The Annual Percentage Rate, or APR, is related to mortgages, loans, and credit cards. Basically, it is the interest rate plus any other fees the lender charges. For example, the APR on a loan may be 6 percent. However, that loan’s interest rate is only 5.5 percent. The lender came up with an APR .5 percent higher because of the fees and charges that you pay. Since you probably pay these charges up front, the monthly payment is based on the 5.5 percent.
Credit cards and other revolving lines of credit work a little bit differently in regards to APR. For these loans, APR usually does not include fees but just the compound interest rate, which is charged over and over on a regular basis (monthly, daily, etc.). This is due to the fact that credit cards are revolving lines of credit. That means as soon as you repay the amount that you have charged on the card, that amount is then available to you to borrow again.
When applying for a loan, the law requires the lender to disclose to you both the APR and the interest rate. This is to protect you. It prevents the lender from getting you to sign on to a loan with a great interest rate, but then surprising you with lots of fees and charges. The fees and charges have to be disclosed up front with the interest rate.

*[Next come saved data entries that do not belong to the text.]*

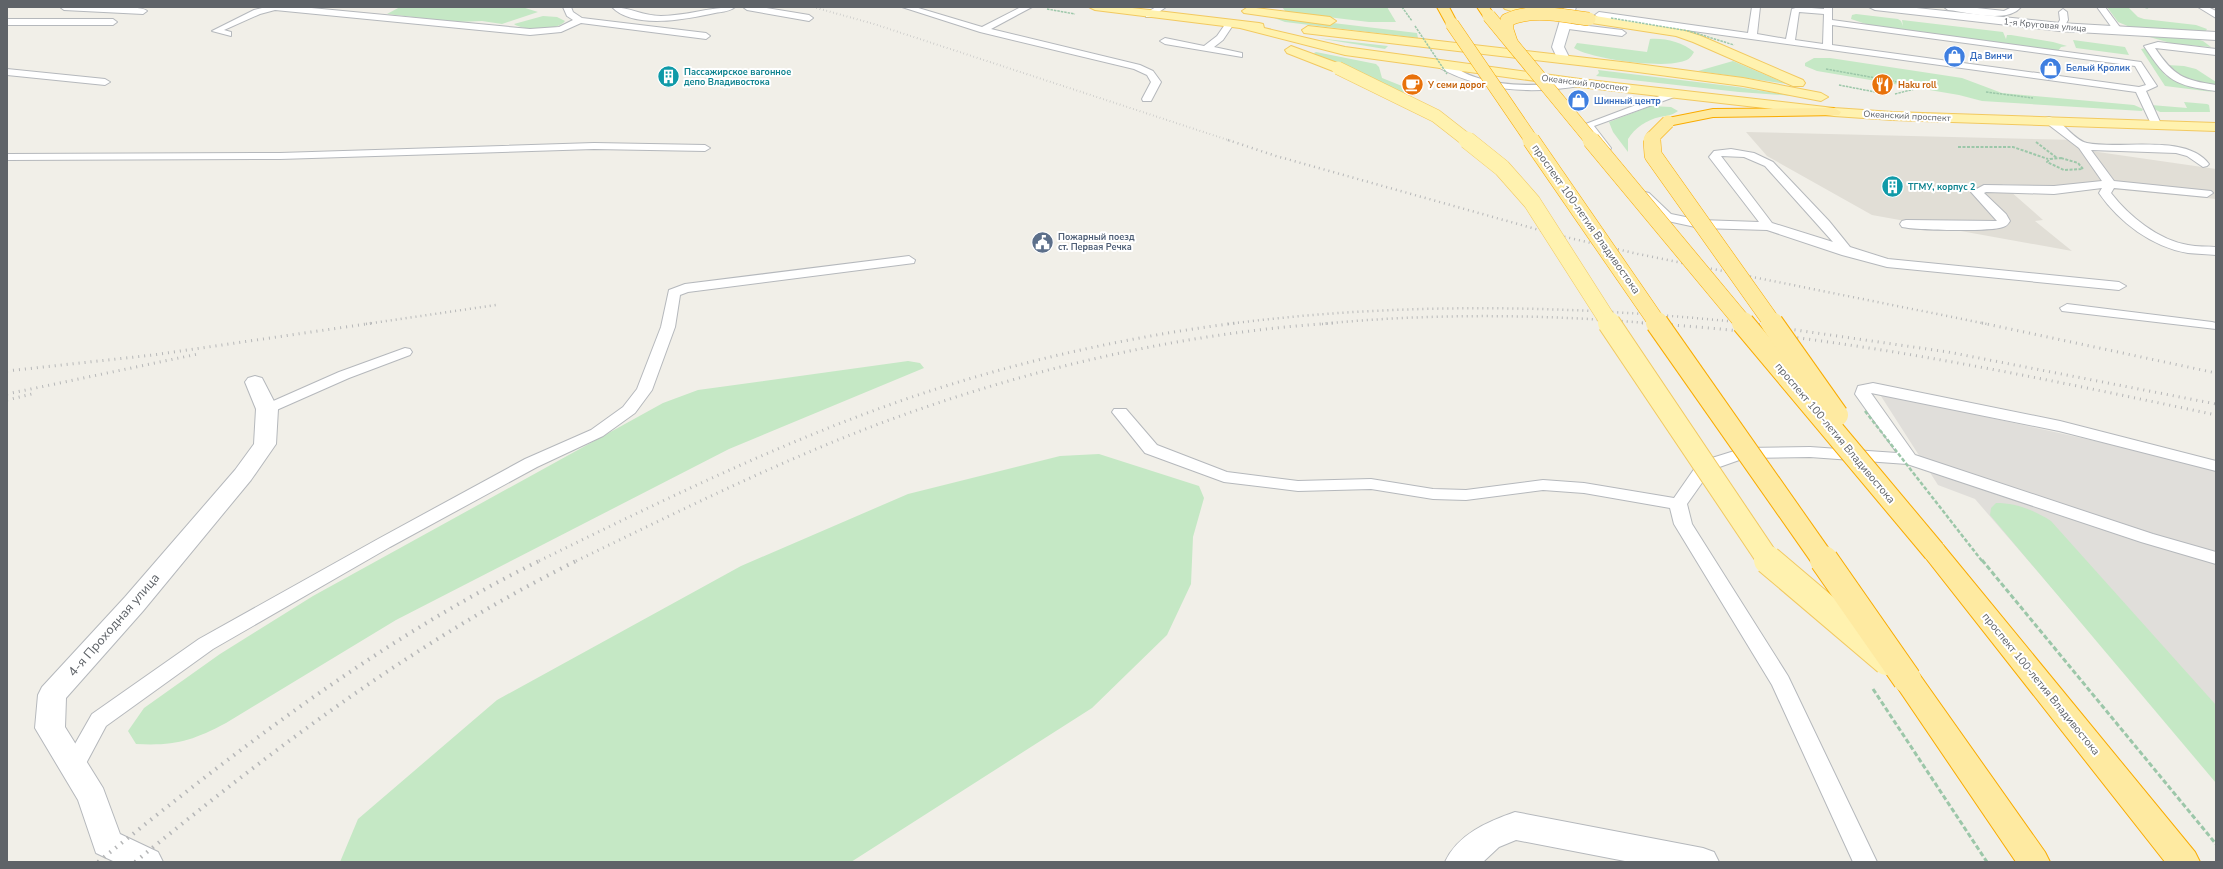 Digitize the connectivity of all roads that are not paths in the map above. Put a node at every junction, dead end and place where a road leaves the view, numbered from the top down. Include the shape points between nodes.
1 (64, 7) edge
2 (282, 7) edge
3 (566, 7) edge
4 (616, 7) edge
5 (730, 7) edge
6 (747, 7) edge
7 (906, 7) edge
8 (1028, 7) edge
9 (1095, 7) edge
10 (1162, 7) edge
11 (1570, 7) edge
12 (1756, 7) edge
13 (1875, 7) edge
14 (1948, 7) edge
15 (2017, 7) edge
16 (2101, 7) edge
17 (2202, 7) edge
18 (97, 8) edge
19 (1515, 8) edge
20 (1251, 9) edge
21 (143, 10) dead end
22 (1486, 11) edge
23 (2063, 12) dead end
24 (1828, 14) edge
25 (1149, 15) junction
26 (1448, 15) edge
27 (2216, 15) edge
28 (1597, 17) junction
29 (809, 18) dead end
30 (580, 20) junction
31 (7, 22) edge
32 (113, 22) dead end
33 (1229, 25) junction
34 (1564, 26) junction
35 (1245, 27) junction
36 (2060, 27) junction
37 (983, 30) junction
38 (2118, 30) junction
39 (1622, 33) dead end
40 (228, 34) dead end
41 (706, 36) dead end
42 (1752, 36) junction
43 (2216, 36) edge
44 (1165, 41) dead end
45 (1790, 41) junction
46 (1511, 42) junction
47 (1412, 43) junction
48 (1712, 46) junction
49 (1827, 46) junction
50 (1558, 47) junction
51 (1206, 49) junction
52 (2216, 52) edge
53 (1239, 56) dead end
54 (1564, 59) junction
55 (1406, 60) junction
56 (1630, 67) junction
57 (1444, 69) junction
58 (7, 72) edge
59 (1553, 79) junction
60 (105, 82) dead end
61 (1580, 83) junction
62 (2216, 88) edge
63 (2140, 90) junction
64 (1673, 94) junction
65 (1147, 99) dead end
66 (1834, 106) junction
67 (2049, 120) junction
68 (2156, 124) junction
69 (2216, 127) edge
70 (2083, 146) junction
71 (705, 148) dead end
72 (7, 158) edge
73 (2203, 164) dead end
74 (2108, 188) junction
75 (2204, 196) dead end
76 (1906, 224) dead end
77 (1768, 226) junction
78 (2216, 251) edge
79 (1847, 252) junction
80 (909, 260) dead end
81 (2119, 286) dead end
82 (2067, 308) dead end
83 (2215, 329) edge
84 (405, 352) dead end
85 (255, 382) dead end
86 (267, 409) junction
87 (1120, 412) dead end
88 (1909, 459) junction
89 (2216, 466) edge
90 (1678, 504) junction
91 (1934, 551) junction
92 (2216, 558) edge
93 (1907, 679) junction
94 (74, 765) junction
95 (147, 862) edge
96 (1461, 862) edge
97 (1703, 862) edge
98 (1865, 862) edge
99 (2034, 862) edge
100 (2184, 862) edge

1 - 18 lane
2 - 30 lane via 530,32 561,29
2 - 40 lane via 257,12 216,31
3 - 30 lane via 571,16
4 - 5 lane via 629,14 663,20
6 - 29 lane
7 - 37 lane
8 - 37 lane
9 - 25 main road, Океанский проспект
10 - 25 lane
11 - 34 street
12 - 42 lane
13 - 36 street, 1-я Круговая улица
14 - 15 lane via 1993,14 2011,12
16 - 38 lane
17 - 27 lane
18 - 21 lane
19 - 28 main road, bridge
20 - 33 main road
20 - 50 main road
22 - 46 highway, проспект 100-летия Владивостока, bridge
23 - 36 lane via 2064,20
24 - 45 lane via 1801,9 1795,11
24 - 49 lane
24 - 63 lane via 2138,64 2152,86
25 - 33 main road, Океанский проспект
26 - 93 highway, проспект 100-летия Владивостока, bridge via 1588,224
28 - 42 lane
28 - 46 highway, bridge via 1534,14 1510,17 1507,20 1507,30
28 - 48 main road via 1678,33
30 - 41 lane
31 - 32 lane
33 - 35 main road, Океанский проспект
33 - 51 lane via 1220,38
33 - 93 main road, bridge via 1338,68 1436,116 1502,168 1532,202 1578,276 1769,562
34 - 39 lane
34 - 50 street
35 - 47 main road, Океанский проспект via 1317,31
35 - 55 main road, Океанский проспект via 1345,51
36 - 38 street, 1-я Круговая улица
37 - 65 lane via 1146,71 1156,82
38 - 43 street, 1-я Круговая улица
42 - 45 lane
44 - 51 lane
45 - 49 lane
46 - 91 highway, проспект 100-летия Владивостока, bridge
47 - 54 main road, Океанский проспект
47 - 55 main road via 1392,45 1388,50 1391,54
48 - 56 main road via 1716,58 1709,62 1684,68
48 - 66 main road
49 - 63 lane
50 - 54 street
51 - 53 lane
52 - 62 lane via 2149,46 2168,75 2175,80
54 - 56 main road, Океанский проспект
54 - 59 main road via 1580,67 1583,72 1578,76
55 - 57 main road, Океанский проспект
56 - 66 main road, Океанский проспект via 1743,82
57 - 59 main road, Океанский проспект
57 - 61 lane via 1495,85 1538,88
58 - 60 lane
59 - 61 main road, Океанский проспект
61 - 64 main road, Океанский проспект
63 - 68 lane
64 - 66 main road, Океанский проспект
64 - 77 lane via 1588,125 1643,194 1667,216 1700,224
66 - 67 main road, Океанский проспект via 1917,117
66 - 91 highway, bridge via 1713,113 1668,122 1652,138 1653,155
67 - 68 main road, Океанский проспект
67 - 70 lane
68 - 69 main road, Океанский проспект
70 - 73 lane via 2177,150 2191,154
70 - 74 lane
71 - 72 lane via 594,146 280,156
74 - 75 lane
74 - 76 lane via 1984,188 1978,192 2002,217 2002,224
74 - 78 lane via 2110,201 2139,226 2161,240 2187,249
77 - 79 lane
77 - 79 lane via 1715,157 1718,153 1758,156 1769,164 1825,224
79 - 81 lane via 1887,263
80 - 94 lane via 685,288 674,293 668,327 644,390 629,410 597,433 532,464 384,542 206,644 99,720
82 - 83 lane
84 - 86 lane via 344,375
85 - 86 street, 4-я Проходная улица
86 - 94 street, 4-я Проходная улица via 265,444 243,474 134,604 52,695 50,728
87 - 90 lane via 1151,449 1224,477 1298,486 1370,484 1432,494 1466,495 1543,485 1584,488
88 - 89 lane via 1863,394 1863,389 1873,388 2060,426
88 - 90 lane via 1810,452 1744,453 1704,466
88 - 92 lane via 2147,538
90 - 98 lane via 1683,524 1781,682
91 - 100 highway, проспект 100-летия Владивостока
93 - 99 highway, проспект 100-летия Владивостока
94 - 95 street, 4-я Проходная улица via 92,797 107,843
96 - 97 street via 1488,837 1515,826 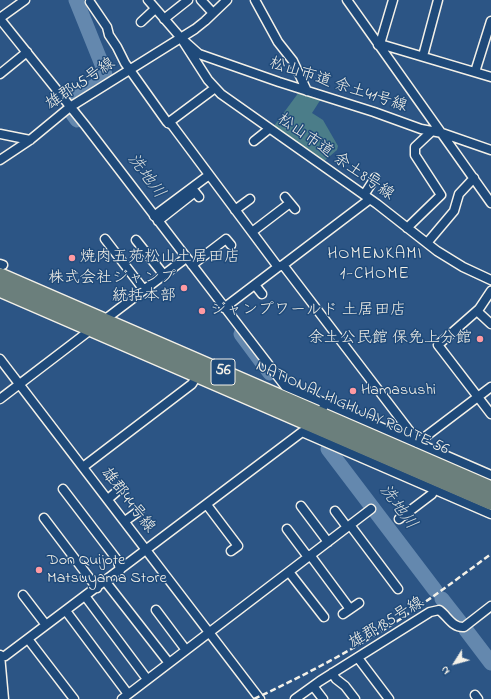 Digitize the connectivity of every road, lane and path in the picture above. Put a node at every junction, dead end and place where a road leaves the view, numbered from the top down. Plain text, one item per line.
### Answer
1 (25, 0) edge
2 (148, 0) edge
3 (188, 0) edge
4 (201, 0) edge
5 (226, 0) edge
6 (255, 0) edge
7 (347, 0) edge
8 (393, 0) edge
9 (438, 0) edge
10 (90, 2) dead end
11 (155, 8) junction
12 (213, 13) junction
13 (164, 19) junction
14 (0, 20) edge
15 (488, 21) edge
16 (141, 22) dead end
17 (181, 38) junction
18 (379, 44) junction
19 (27, 52) junction
20 (423, 56) junction
21 (129, 69) junction
22 (475, 72) junction
23 (0, 74) edge
24 (491, 77) edge
25 (215, 88) junction
26 (307, 90) junction
27 (70, 106) junction
28 (168, 123) junction
29 (269, 129) junction
30 (432, 131) junction
31 (442, 133) junction
32 (0, 134) edge
33 (30, 140) junction
34 (254, 141) dead end
35 (491, 150) edge
36 (0, 160) edge
37 (209, 175) junction
38 (375, 178) dead end
39 (474, 178) junction
40 (199, 197) dead end
41 (367, 197) junction
42 (250, 198) dead end
43 (290, 203) dead end
44 (491, 203) edge
45 (235, 210) junction
46 (156, 218) junction
47 (407, 228) junction
48 (252, 232) junction
49 (226, 233) dead end
50 (105, 239) dead end
51 (136, 240) dead end
52 (427, 243) junction
53 (231, 245) dead end
54 (189, 261) junction
55 (280, 266) junction
56 (1, 268) edge
57 (164, 275) junction
58 (491, 280) edge
59 (255, 285) junction
60 (0, 289) edge
61 (144, 290) junction
62 (491, 291) edge
63 (262, 294) dead end
64 (224, 308) junction
65 (477, 311) junction
66 (98, 324) junction
67 (491, 324) edge
68 (0, 359) edge
69 (198, 374) junction
70 (19, 384) junction
71 (491, 387) edge
72 (478, 397) junction
73 (0, 399) edge
74 (491, 414) edge
75 (318, 420) junction
76 (418, 443) junction
77 (83, 467) junction
78 (491, 475) edge
79 (440, 480) junction
80 (122, 487) dead end
81 (63, 489) dead end
82 (491, 489) edge
83 (108, 499) junction
84 (491, 502) edge
85 (207, 505) junction
86 (301, 506) dead end
87 (371, 509) dead end
88 (139, 511) dead end
89 (335, 511) dead end
90 (491, 514) edge
91 (43, 518) dead end
92 (399, 519) dead end
93 (125, 521) junction
94 (349, 526) junction
95 (287, 529) dead end
96 (328, 542) junction
97 (147, 550) junction
98 (231, 551) dead end
99 (309, 556) junction
100 (120, 570) junction
101 (289, 572) junction
102 (106, 581) junction
103 (96, 588) junction
104 (398, 589) dead end
105 (23, 595) dead end
106 (85, 596) junction
107 (358, 603) dead end
108 (491, 606) edge
109 (156, 610) dead end
110 (66, 611) junction
111 (324, 617) dead end
112 (46, 625) junction
113 (209, 633) junction
114 (28, 639) junction
115 (186, 650) junction
116 (0, 656) edge
117 (358, 658) junction
118 (169, 663) junction
119 (332, 674) junction
120 (147, 680) junction
121 (314, 686) junction
122 (3, 696) edge
123 (125, 697) edge
124 (74, 699) edge
125 (260, 699) edge
126 (295, 699) edge
127 (323, 699) edge
128 (355, 699) edge
129 (389, 699) edge

1 - 14 street
2 - 11 street
3 - 13 street
4 - 12 street
5 - 12 street, 雄郡45号線
6 - 26 street
7 - 18 street
8 - 18 street
9 - 20 street
10 - 21 street
11 - 13 street
11 - 16 street
12 - 17 street, 雄郡45号線
13 - 17 street
14 - 19 street
15 - 22 street
17 - 21 street, 雄郡45号線
17 - 25 street, 松山市道 余土8号線
17 - 26 street, 松山市道 余土41号線
18 - 20 street
18 - 31 street
19 - 23 street
19 - 27 street
20 - 22 street
21 - 27 street, 雄郡45号線
21 - 28 street
22 - 24 street
25 - 28 street
25 - 29 street, 松山市道 余土8号線
26 - 30 street, 松山市道 余土41号線
27 - 33 street, 雄郡45号線
27 - 46 street
28 - 37 street
29 - 34 street
29 - 41 street, 松山市道 余土8号線
30 - 31 street, 松山市道 余土41号線
30 - 47 street
31 - 35 street, 松山市道 余土41号線
31 - 39 street
32 - 33 street
33 - 36 street, 雄郡45号線
37 - 45 street
37 - 46 street
38 - 41 street
39 - 44 street
39 - 52 street
40 - 46 street
41 - 47 street, 松山市道 余土8号線
41 - 55 street
42 - 45 street
43 - 48 street
45 - 48 street
46 - 54 street
47 - 52 street, 松山市道 余土8号線
48 - 55 street
49 - 54 street
50 - 61 street
51 - 57 street
52 - 58 street, 松山市道 余土8号線
53 - 54 street
54 - 57 street
54 - 64 street
55 - 59 street
55 - 76 street
56 - 66 highway, NATIONAL HIGHWAY ROUTE 56 / 56
57 - 61 street
59 - 63 street
59 - 64 street
60 - 66 highway, NATIONAL HIGHWAY ROUTE 56 / 56
61 - 66 street
62 - 65 street
64 - 75 street
65 - 67 street
65 - 72 street
66 - 69 highway, NATIONAL HIGHWAY ROUTE 56 / 56
66 - 70 street
66 - 75 highway, NATIONAL HIGHWAY ROUTE 56 / 56
68 - 70 street, 雄郡44号線
69 - 75 highway, NATIONAL HIGHWAY ROUTE 56 / 56
69 - 77 street
70 - 73 street
70 - 77 street, 雄郡44号線
71 - 72 street
72 - 74 street
72 - 76 street
75 - 76 street
75 - 79 highway, NATIONAL HIGHWAY ROUTE 56 / 56
75 - 85 street
76 - 78 street
77 - 83 street, 雄郡44号線
79 - 82 highway, NATIONAL HIGHWAY ROUTE 56 / 56
79 - 84 highway, NATIONAL HIGHWAY ROUTE 56 / 56
79 - 90 street
79 - 92 street
80 - 83 street
81 - 100 street
83 - 93 street, 雄郡44号線
85 - 97 street
85 - 98 street
86 - 96 street
87 - 94 street
88 - 93 street
89 - 94 street
91 - 103 street
93 - 97 street, 雄郡44号線
94 - 96 street
94 - 104 street
95 - 99 street
96 - 99 street
97 - 100 street
97 - 113 street, 雄郡44号線
99 - 101 street
99 - 107 street
100 - 102 street
101 - 111 street
101 - 113 street
102 - 103 street
102 - 118 street
103 - 106 street
105 - 112 street
106 - 110 street
106 - 120 street
108 - 117 street, 雄郡185号線
109 - 115 street
110 - 112 street
110 - 123 street
112 - 114 street
113 - 115 street
113 - 125 street, 雄郡44号線
114 - 116 street
114 - 124 street
115 - 118 street
116 - 122 street
117 - 119 street, 雄郡185号線
117 - 129 street
118 - 120 street
119 - 121 street, 雄郡185号線
119 - 128 street
120 - 123 street
121 - 126 street, 雄郡185号線
121 - 127 street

It is important to look at the costs of all of the actual fees that the lender charges. Different lenders can offer the same interest rate but have different fees. Look closely at the total package to ensure that you get the best deal. The lender will provide you with a truth-in-lending disclosure before the loan is made. This tells you the entire cost for the loan, and includes APR, finance charges, and the total dollar amount.